No, you don't want to do it without sessions. The other ways of doing it, cookies and referrer, are as secure as locking a screen door.

Answer 3

You have two options:

1. authenticate on every request (use HTTP authentication, which the browser does invisibly in the background)
2. authenticate once then store some sort of key on the users computer and maintain a reference to it on the server

The first works, but it is less secure and less user-friendly. The second is what a session does; if you try to reimplement it yourself, chances are you will end up with several security holes. Are there any actual reasons you don't want to use sessions?

Answer 4

Web application security goes really really deep. First, you need to use sessions, or an equivalent implementation of sessions.

The user logs in, and you need a session ID and their username to be stored in a cookie and in the database. In the database you also need to store some information about them, such as their user agent, so that you can tell if their session becomes hijacked. Some people store the IP address. This won't work if the user is using your application from a mobile device, as their IP address may refresh frequently.

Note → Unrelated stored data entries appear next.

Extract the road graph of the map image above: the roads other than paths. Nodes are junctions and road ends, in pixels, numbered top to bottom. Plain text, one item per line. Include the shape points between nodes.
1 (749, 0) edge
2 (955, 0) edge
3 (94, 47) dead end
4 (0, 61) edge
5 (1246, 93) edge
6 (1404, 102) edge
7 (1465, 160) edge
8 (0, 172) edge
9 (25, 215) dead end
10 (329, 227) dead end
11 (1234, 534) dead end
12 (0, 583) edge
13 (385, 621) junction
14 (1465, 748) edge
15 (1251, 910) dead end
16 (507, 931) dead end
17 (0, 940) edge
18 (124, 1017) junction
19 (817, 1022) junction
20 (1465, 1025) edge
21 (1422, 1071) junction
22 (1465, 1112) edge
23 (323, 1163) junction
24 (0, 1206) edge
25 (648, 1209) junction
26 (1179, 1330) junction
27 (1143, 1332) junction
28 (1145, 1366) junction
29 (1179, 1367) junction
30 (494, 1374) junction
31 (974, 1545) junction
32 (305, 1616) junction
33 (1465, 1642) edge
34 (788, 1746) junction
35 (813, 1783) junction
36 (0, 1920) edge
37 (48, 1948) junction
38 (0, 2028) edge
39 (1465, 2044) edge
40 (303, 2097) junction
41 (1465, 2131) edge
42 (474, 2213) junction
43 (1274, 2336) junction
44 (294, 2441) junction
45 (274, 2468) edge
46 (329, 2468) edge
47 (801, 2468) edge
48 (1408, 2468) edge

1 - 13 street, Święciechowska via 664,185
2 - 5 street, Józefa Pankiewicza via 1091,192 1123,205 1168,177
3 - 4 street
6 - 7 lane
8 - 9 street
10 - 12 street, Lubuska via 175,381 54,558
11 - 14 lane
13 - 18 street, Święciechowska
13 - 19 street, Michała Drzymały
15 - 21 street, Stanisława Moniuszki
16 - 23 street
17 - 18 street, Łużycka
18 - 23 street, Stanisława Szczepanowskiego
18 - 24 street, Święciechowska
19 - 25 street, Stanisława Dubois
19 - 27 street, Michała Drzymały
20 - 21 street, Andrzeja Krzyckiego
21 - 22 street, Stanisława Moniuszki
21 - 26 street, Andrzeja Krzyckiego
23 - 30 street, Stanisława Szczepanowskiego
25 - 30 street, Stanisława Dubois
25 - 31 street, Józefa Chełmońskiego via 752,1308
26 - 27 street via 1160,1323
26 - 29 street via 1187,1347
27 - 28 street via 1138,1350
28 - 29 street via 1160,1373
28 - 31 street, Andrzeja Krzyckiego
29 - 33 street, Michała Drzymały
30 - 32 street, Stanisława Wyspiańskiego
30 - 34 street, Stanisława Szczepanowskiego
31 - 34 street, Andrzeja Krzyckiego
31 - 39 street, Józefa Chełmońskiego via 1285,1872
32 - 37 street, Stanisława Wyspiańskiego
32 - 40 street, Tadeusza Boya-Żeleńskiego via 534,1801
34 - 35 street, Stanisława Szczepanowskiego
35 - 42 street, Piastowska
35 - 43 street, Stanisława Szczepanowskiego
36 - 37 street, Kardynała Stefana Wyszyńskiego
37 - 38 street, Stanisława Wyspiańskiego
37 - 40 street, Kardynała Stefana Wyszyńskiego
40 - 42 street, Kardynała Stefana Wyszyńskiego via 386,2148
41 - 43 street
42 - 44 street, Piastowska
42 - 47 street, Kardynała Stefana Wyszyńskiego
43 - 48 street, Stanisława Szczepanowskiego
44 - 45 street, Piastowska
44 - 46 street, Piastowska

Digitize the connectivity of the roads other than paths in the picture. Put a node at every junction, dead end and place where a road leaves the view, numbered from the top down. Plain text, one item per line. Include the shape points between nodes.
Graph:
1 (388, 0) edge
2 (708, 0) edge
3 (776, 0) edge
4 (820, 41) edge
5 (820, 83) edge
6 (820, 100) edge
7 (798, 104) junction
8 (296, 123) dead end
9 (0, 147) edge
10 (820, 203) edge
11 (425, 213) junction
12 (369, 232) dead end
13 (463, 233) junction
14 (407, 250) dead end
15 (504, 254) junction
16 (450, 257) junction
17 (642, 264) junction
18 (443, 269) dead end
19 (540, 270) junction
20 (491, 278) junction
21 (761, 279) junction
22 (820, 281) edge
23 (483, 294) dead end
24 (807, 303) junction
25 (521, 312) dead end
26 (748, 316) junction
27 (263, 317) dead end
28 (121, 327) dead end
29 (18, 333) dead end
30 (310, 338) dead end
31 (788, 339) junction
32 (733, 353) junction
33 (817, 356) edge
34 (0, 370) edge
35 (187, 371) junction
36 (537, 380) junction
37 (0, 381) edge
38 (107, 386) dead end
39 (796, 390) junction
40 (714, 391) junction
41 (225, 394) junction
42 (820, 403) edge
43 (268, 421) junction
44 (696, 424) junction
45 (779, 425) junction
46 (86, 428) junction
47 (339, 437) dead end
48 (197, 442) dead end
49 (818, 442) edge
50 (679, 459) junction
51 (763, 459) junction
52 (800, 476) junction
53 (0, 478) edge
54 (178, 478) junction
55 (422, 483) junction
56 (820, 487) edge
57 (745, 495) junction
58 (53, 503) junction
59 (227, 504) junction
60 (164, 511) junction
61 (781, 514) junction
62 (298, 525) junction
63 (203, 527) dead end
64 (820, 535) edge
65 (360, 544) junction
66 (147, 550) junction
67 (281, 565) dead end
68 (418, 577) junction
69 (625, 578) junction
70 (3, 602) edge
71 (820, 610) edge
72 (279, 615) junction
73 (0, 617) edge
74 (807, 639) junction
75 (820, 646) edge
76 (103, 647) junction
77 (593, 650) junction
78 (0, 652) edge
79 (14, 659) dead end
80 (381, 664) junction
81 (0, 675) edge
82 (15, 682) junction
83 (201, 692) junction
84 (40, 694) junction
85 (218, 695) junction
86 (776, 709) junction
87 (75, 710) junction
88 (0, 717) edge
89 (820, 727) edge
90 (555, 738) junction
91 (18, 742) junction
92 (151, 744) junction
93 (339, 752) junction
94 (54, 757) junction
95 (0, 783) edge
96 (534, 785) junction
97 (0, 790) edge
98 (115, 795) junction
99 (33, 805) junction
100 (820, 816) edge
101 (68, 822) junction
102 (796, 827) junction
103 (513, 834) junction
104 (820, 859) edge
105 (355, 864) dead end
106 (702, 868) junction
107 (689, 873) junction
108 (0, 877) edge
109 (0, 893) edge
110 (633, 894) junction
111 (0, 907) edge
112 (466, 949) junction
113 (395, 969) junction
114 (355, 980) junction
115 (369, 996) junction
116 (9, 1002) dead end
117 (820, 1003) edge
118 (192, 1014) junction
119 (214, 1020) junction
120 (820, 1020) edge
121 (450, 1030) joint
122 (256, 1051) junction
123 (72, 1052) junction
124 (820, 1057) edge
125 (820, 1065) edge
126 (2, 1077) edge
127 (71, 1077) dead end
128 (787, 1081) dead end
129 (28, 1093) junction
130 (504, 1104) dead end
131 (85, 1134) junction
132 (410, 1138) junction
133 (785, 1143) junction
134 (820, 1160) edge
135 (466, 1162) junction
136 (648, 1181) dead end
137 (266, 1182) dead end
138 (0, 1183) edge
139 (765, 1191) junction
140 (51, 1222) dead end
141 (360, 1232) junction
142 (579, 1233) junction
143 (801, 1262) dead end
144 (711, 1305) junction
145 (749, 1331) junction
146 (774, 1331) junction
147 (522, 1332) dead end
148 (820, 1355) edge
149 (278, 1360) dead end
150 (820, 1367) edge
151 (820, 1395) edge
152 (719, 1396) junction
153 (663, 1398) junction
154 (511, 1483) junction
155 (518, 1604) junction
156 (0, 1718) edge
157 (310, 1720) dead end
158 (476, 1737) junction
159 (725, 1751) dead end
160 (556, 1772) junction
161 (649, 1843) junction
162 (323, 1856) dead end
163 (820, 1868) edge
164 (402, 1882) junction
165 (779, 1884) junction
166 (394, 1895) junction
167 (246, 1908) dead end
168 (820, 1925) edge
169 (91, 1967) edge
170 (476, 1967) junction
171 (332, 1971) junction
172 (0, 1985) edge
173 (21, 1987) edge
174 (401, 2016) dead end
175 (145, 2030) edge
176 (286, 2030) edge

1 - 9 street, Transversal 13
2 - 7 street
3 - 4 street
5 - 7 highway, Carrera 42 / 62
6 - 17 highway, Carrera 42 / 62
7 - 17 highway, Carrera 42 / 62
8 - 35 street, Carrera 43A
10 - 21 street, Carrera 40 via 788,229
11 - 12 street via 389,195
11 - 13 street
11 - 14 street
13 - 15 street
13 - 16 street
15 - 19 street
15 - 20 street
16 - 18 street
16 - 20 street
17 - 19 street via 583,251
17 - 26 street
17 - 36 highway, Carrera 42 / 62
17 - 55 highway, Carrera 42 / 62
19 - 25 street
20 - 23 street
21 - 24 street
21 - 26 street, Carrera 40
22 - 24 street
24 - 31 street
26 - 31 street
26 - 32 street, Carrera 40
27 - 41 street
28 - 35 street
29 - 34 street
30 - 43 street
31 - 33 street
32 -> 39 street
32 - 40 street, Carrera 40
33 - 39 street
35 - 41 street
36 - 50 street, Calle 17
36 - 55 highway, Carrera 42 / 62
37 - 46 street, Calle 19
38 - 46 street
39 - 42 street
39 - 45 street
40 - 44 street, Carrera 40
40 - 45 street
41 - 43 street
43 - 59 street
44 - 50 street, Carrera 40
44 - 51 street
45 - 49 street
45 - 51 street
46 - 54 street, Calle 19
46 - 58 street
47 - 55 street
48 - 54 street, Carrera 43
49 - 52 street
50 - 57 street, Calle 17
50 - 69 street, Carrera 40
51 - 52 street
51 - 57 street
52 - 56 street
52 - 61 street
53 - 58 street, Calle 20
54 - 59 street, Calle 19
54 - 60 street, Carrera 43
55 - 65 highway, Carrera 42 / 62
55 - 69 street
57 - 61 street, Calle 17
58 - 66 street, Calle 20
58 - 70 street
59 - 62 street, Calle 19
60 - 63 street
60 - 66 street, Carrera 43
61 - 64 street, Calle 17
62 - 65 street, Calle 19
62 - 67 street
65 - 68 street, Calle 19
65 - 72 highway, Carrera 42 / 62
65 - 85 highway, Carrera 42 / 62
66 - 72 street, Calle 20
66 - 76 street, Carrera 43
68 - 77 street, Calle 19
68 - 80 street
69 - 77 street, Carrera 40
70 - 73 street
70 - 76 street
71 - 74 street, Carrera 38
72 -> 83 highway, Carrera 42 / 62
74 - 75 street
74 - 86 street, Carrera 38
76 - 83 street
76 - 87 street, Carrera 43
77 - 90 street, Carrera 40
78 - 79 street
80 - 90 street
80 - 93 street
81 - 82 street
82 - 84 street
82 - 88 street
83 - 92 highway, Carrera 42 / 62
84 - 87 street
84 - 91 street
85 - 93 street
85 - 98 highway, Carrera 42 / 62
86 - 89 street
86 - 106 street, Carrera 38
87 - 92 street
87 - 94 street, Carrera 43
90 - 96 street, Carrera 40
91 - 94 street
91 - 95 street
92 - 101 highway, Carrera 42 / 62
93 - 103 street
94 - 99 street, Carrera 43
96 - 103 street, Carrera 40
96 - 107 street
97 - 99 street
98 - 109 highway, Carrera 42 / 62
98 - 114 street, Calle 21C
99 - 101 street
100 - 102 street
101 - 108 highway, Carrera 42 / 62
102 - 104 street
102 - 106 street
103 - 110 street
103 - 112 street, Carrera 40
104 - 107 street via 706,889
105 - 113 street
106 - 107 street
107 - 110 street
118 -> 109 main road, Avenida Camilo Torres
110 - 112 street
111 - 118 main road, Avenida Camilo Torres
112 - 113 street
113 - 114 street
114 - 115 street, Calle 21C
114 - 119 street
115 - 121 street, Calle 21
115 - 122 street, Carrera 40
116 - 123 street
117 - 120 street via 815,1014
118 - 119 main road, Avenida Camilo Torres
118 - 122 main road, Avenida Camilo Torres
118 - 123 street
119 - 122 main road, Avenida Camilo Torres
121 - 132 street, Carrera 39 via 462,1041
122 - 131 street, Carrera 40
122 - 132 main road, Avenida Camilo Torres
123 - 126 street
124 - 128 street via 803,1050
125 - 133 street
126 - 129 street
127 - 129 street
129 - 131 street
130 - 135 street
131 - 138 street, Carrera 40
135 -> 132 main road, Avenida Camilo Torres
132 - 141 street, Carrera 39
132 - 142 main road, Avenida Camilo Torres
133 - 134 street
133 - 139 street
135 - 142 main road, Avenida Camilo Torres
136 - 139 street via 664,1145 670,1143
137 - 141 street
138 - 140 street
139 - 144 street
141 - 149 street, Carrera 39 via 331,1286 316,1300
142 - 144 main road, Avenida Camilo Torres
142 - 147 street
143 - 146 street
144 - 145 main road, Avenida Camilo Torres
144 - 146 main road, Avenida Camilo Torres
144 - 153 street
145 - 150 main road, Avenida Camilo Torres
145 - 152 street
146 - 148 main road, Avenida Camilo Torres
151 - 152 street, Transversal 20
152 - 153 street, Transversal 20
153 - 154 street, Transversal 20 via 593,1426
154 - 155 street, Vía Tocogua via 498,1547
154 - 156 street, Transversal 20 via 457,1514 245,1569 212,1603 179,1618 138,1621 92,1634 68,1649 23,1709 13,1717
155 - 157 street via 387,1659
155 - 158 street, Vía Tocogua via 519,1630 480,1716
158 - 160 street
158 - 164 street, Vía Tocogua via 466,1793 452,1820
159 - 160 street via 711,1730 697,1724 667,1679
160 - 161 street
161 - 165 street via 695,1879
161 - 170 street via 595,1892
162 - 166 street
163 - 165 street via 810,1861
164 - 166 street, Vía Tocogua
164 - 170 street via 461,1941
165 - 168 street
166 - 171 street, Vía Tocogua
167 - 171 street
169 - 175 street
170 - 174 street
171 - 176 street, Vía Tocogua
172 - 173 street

Every time a user loads an administrative page, verify that they have a session and user cookie that are valid and have permission to use that page. Then verify the request came from the same computer that it started from using the information you stored about that user.

For every form or link you put in the administration page which can lead to an administrative action, add a hidden field or value with a unique identifier. One identifier per item on the page that could lead to administrative action. When you generate these identifiers, store them in the database along with what action they are identifying. This is called a nonce, it will be submitted with each admin request (such as updating records or deleting users or transferring funds from your bank account). When the request is serviced, the server should check that the nonce matches what was stored in the database, and then get rid of it. If it doesn't match, chances are the request was made via a cross-site request forgery attack.

These are just some of the things to keep in mind when interacting with authenticated users, and of course there is a host of other things to watch out for such as XSS.

Security is very hard, and while your web application may not warrant bullet-proof security strategies, you owe it to your users to protect their passwords and personal information. See OWASP for (much) more information.

Answer 5

To be able to implement your own security system, you need to be able to track the user across requests, in other words, be able to have user state. Sessions are the way to do this in PHP. You can either use the built in session, or implement a custom one yourself. The later of these two options is more difficult the necessary and is likely not beneficial in your situation.

A key thing to remember about sessions in PHP is that you always have to start them for every request. You should have a global include file somewhere, perhaps some sort of configuration file. I suggest you place your session_start(); near the top of that file to make sure that it executes properly for every request. Remember, the session must be started before any headers are sent, in other words, before any output is sent.

One draw back of using PHP to secure access to a portion of your site is that it only works if the request is to a PHP file. For example, if you have images, documents, or other media that you want protected, unless you are serving it through some sort of a PHP gateway/filter, those files are likely accessible without authentication.

All that said, I suggest you look into basic or digest authentication provided by Apache. For your needs, it will likely provide more than adequate security and is incredibly easy to implement -- no coding required. What's more is that most web hosts have an admin tool to manage this type of authentication and is usually called something like "password protected folder," "locked folder," etc. All you do is choose the folder and set the username and password and you're done.